少女漫画をめぐって

 漫画を中心としたサブカル系雑誌らしい『フリースタイル』vol.2の鼎談「私たちの『少女漫画』」がおもしろい。参加者はやまだないとよしながふみ福田里香。個々の指摘が個人的な賛否はあるものの興味深い。いくつか箇条書き的にピックアップを。
 
 ●よしなが「バレー部とかテニス部の、ふだん漫画を読まない子たちは紡木たくさんに夢中で、私の友だちの少女漫画好きな人は、くらもちさんと吉野朔実さんだったんですよ」
 僕はこの手の女の子の消費実態は全然分からないので、かなり興味深い。ちなみに僕の好みも明らかに後者。ただし、よしながふみくらもちふさこを「職人」だという意味のことを言っているのは納得ができない。「職人」という言葉が褒め言葉として使われていることは承知しているが、僕にとってくらもちふさこは偉大な才能以外の何ものでもない。

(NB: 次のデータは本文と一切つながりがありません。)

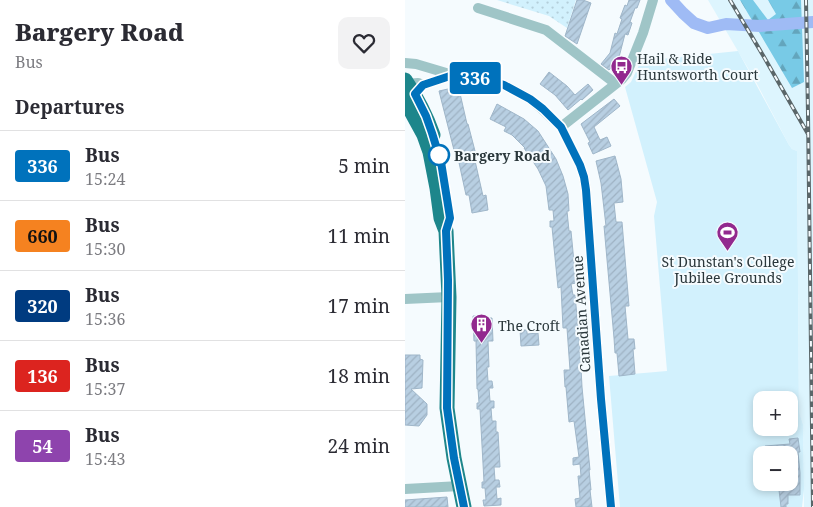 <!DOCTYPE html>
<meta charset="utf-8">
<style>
body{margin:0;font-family:"Noto Serif",serif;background:#f2f2f3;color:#2b2b33;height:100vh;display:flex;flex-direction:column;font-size:19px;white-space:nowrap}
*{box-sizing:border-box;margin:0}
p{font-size:16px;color:#7c7c81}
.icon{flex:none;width:28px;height:28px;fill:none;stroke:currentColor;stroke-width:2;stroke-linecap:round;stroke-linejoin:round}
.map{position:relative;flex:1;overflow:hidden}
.drawer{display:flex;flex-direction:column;background:#fff;width:405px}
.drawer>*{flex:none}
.badge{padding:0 10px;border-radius:4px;font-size:18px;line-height:32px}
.controls{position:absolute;left:348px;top:391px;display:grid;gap:10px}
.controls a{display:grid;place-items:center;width:45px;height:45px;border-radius:10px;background:#fff;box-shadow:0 2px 8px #0003;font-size:25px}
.map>.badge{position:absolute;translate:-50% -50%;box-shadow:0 0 0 2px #fff}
h2{padding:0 15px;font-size:19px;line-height:45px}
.round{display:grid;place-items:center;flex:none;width:52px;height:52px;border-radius:10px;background:#f2f2f3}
.head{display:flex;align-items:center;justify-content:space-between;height:85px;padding:0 15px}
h1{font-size:24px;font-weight:800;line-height:38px}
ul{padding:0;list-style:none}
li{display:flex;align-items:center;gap:15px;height:70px;padding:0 15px;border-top:1px solid #e1e1e2}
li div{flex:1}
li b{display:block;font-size:19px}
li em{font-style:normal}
li .badge{min-width:55px;font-weight:700;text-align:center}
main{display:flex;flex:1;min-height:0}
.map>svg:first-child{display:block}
</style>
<main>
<section class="drawer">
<div class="head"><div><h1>Bargery Road</h1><p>Bus</p></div><a class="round"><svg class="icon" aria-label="heart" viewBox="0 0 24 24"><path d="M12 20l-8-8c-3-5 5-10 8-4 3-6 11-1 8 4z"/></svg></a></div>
<h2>Departures</h2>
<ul>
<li><span class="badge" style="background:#0072bc;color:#fff">336</span><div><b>Bus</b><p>15:24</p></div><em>5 min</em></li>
<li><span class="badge" style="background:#f58220;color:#111">660</span><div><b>Bus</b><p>15:30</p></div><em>11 min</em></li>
<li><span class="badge" style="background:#003b80;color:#fff">320</span><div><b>Bus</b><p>15:36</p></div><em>17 min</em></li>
<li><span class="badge" style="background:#dc241f;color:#fff">136</span><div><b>Bus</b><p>15:37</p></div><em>18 min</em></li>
<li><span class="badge" style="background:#8e44ad;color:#fff">54</span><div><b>Bus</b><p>15:43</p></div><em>24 min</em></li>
</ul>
</section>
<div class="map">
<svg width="408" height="507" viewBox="0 0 408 507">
<defs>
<pattern id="forest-firs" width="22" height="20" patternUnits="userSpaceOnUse" patternTransform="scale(1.25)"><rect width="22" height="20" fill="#78cae6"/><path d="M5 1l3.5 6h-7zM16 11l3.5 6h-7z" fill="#63a5bc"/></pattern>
<pattern id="garden-dots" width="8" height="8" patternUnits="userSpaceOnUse" patternTransform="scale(1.25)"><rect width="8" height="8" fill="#d2f1fd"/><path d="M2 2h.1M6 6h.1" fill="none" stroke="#b4cfda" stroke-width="1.8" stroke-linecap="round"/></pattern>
<pattern id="building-hatch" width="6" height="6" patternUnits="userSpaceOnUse" patternTransform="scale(1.25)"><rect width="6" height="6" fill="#b8cfe2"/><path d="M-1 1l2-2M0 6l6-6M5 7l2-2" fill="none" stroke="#9eb2c3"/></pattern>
</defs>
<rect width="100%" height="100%" fill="#f5fbfe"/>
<!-- built -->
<path fill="#ddf5fe" d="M303 0H408V507H399L398 424 394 413 392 151 387 149 384 145 351 82Z"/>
<!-- forest -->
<path fill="url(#forest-firs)" d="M335 0H348L363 20 371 14 363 0H396L399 82 387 88Z"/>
<!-- garden -->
<path fill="url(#garden-dots)" d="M92 0H171L162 28 144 16Z"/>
<!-- pitch -->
<path fill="#d2f1fd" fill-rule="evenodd" d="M333 51 384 145 387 149 392 151 394 412 398 424 399 489 397 507H215L204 376 262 371 249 216 252 202 220 87 226 82 236 61ZM356 400H384V428H356ZM356 455H384V482H356Z"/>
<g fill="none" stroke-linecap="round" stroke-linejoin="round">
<!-- river -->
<path stroke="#9fbbf5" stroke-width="12" d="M266 0 278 13 289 23 303 28 321 24 355 26 408 22"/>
</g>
<!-- building -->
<path fill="url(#building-hatch)" stroke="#9fb6c9" d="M172 0H178L186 3 172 44 160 36Z
M224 0H235L232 8H230L225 22 227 23 223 35 220 34 213 61H212L204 70 196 64 205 53 210 33 212 34 217 19 215 18 220 5 222 6Z
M144 72 162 86 170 95 183 84 188 90 177 100 176 99 163 110 150 95 135 84Z
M43 89V91L54 89 62 124H63L70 151 68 152 78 196 81 195 83 210 67 213 64 195H61L53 158H51L34 91Z
M209 99 215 106 189 127 195 140 202 137 206 146 188 154 183 143 185 142 176 124Z
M92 104 119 119 133 131 151 159 158 176 163 194 164 211H162L164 231H166L171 283 166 284 168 295H170L175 349 177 387 185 470H184L186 490H185L187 507H171L170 499 175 498 173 476H176L175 464 168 465V458L174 457 169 421 164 422 161 387H160L159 370H165L162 328H158L156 287 153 288 147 227H145V221H149L148 210H144L141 186 133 169 119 148H120L107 135 99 131 101 127 85 119Z
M210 156 216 179 218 202 209 203 211 222H217L224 306H220L223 339H229L230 349H228L230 374 214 376 212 353H210L209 338 199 226H201L196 183 191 161Z
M68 316H78V318H87L88 341H83L84 367H82L83 381H87L88 388H84L85 401H89V408H86L87 421H91V432H93L95 467H89L90 480H94L95 487H91L92 499 96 498V505L79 506 78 500H81L80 488H77V482H79L75 409H72V403H74L73 389H72L71 341H69Z
M115 330H122V334L133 333 134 345 116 346Z
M0 355H15V359L18 360 17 388 6 389 22 404V415L14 426 0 425Z
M393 438 395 452H393L395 473V495H383V504H381V507H376L374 490H366L365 483 384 482V455H362L360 446 385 444 384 439Z
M42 497 43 507H0V500Z"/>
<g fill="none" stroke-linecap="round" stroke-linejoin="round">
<!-- minor -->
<path stroke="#9fc5c7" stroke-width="10" d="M73 8 141 30 211 84
M0 63 11 64 48 75 66 77 84 81 99 85 125 99 137 109 156 127 175 165 179 177 181 190 196 399 206 507
M0 84 13 83 18 85 48 75
M156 127 217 79 222 73 238 33 248 0
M0 299 44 297
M0 489 55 486"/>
<!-- highway -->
<path stroke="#1d868b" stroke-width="15" d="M0 80C12 98 21 115 28 135
M0 100 19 135 25 152 32 188 36 218 41 231 44 297 42 408 49 458 59 507"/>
<defs>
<path id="rail" d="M325 0 359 57 403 134
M401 0 403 114 408 507"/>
</defs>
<!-- rail casing -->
<use href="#rail" stroke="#5a6669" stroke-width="4"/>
<!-- rail -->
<use href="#rail" stroke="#f5fbfe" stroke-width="2" stroke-dasharray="5.5" stroke-linecap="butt"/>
</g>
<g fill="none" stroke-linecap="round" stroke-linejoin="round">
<defs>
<path id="line" d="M59 507 49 458 42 408 43 280 41 231 45 218 42 199 36 162 27 133 21 116 10 94 18 85 48 75 66 77 84 80 99 85 125 99 138 109 156 127 175 165 179 177 181 190 196 399 206 507"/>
</defs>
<!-- line casing -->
<use href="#line" stroke="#fff" stroke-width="11"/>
<!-- line -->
<use href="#line" stroke="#0072bc" stroke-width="8"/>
</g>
<!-- icons -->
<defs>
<symbol id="bus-pin" viewBox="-11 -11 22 30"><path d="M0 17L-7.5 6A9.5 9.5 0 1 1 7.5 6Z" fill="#92298e" stroke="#f5fbfe"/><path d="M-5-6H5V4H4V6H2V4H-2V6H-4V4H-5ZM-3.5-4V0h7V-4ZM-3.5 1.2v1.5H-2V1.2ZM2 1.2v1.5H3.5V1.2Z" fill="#fff"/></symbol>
<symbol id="stadium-pin" viewBox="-11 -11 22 30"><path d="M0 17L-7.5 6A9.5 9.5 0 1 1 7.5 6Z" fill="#92298e" stroke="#f5fbfe"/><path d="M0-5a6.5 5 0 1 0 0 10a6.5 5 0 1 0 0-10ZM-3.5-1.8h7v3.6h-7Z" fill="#fff"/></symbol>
<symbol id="building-pin" viewBox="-11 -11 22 30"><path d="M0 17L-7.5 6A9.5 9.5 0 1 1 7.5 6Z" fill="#92298e" stroke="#f5fbfe"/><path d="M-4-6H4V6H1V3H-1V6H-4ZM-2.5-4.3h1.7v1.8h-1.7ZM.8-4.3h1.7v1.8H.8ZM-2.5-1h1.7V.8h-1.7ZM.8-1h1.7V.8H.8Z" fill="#fff"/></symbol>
</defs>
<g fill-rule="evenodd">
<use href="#bus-pin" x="204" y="54" width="25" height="34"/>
<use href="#stadium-pin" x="310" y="220" width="25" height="34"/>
<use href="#building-pin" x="64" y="312" width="25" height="34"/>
</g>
<!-- markers -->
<circle fill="#fff" stroke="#0072bc" stroke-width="2.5" cx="34" cy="155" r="10"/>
<g text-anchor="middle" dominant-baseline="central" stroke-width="4" stroke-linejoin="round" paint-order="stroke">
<!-- poi labels -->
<g font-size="14" fill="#2a373b" stroke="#f5fbfe" text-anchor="start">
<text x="232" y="58">Hail &amp; Ride<tspan x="232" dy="16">Huntsworth Court</tspan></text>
<text x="323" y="261" text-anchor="middle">St Dunstan's College<tspan x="323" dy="16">Jubilee Grounds</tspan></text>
<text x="93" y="325">The Croft</text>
</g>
<!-- stop labels -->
<g font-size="14" font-weight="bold" fill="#2a373b" stroke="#f5fbfe" text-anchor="start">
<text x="49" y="155">Bargery Road</text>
</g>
<!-- street labels -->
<g font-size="14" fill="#2a373b" stroke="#f5fbfe">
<text transform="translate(176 314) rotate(-94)">Canadian Avenue</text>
</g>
</g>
</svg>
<div class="controls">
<a>+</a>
<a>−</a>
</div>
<b class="badge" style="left:70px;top:78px;background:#0072bc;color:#fff">336</b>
</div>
</main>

 紡木たくの技術はかなり高度な達成だとは思うのだが、それへの異論は長くなるのでまた別の機会に(そんな機会があるかどうか知らないが:笑)。
 
 ●やまだ「男の人って大島弓子、分かりたがるよね」
 これはよく分かる。僕もつねづね不思議に思っていたのだ。彼女に対する評価の高さは、彼女の作品の文学性に求められているような感じがしており、彼女の漫画の漫画性に触れられていないのではないか。率直に言って、僕には大島弓子はさほどおもしろくない。
 
 ●よしなが「コミケみたいのが大きくなっていったときに、…中略…、友だちがやっぱり決定的に少女漫画から離れていっちゃったの、あのときに。女の子の漫画好きの人は少年漫画を読むのが普通になってしまったんですよ。…中略…。大人の男の人と、少女漫画が好きだっていう一部の女の人しか読まないものになってしまった。いまもそうですよね。いまの若い子たちって、みんな『ジャンプ』を読んでて、いま少女漫画っていうけど、少女は読んでないのじゃないかって思う」
 この指摘が一番おもしろかった。言われてみるとそうかもしれないと思う。「いま、バカ売れしてて、ふつうの少女漫画っていうと、『NANA』(矢沢あい)とか『ハチクロ』とか『のだめカンタービレ』(二ノ宮智子)とか」(よしなが)だが、「でも、それも読んでるのは大人」(福田)だという指摘も説得力がある。要するに、少女漫画というジャンルが少女を捕まえられなくなっているということ。
 ちなみに、2004年10月11日で触れたことがあるが、僕は『ハチクロ』はダメ。『NANA』と『のだめ』は未読。このふたつは読んでみるかな。
 
 ●福田「岡崎さんはあれだけいろんな女の子を描いているんだけど、オタクの子はつねにブスで、デブで、性格も最悪。ステレオタイプなんですよ。岡崎さんはすごく憎んでるの。オタク・フォビアみたいな感じで」
 これもよく分かる。僕も岡崎京子のオタク表現の平凡さは気になっていた。彼女が描くオタクは、ほとんど『踊る大走査線』に頻繁に出てくる犯罪者のオタクと同レベルの表現にすぎない。一時期、オタク系とサブカル系に二分される傾向があったが、岡崎京子は明らかにサブカル系であり、自ら積極的にそちらに位置づけられようとさえしていたように見える。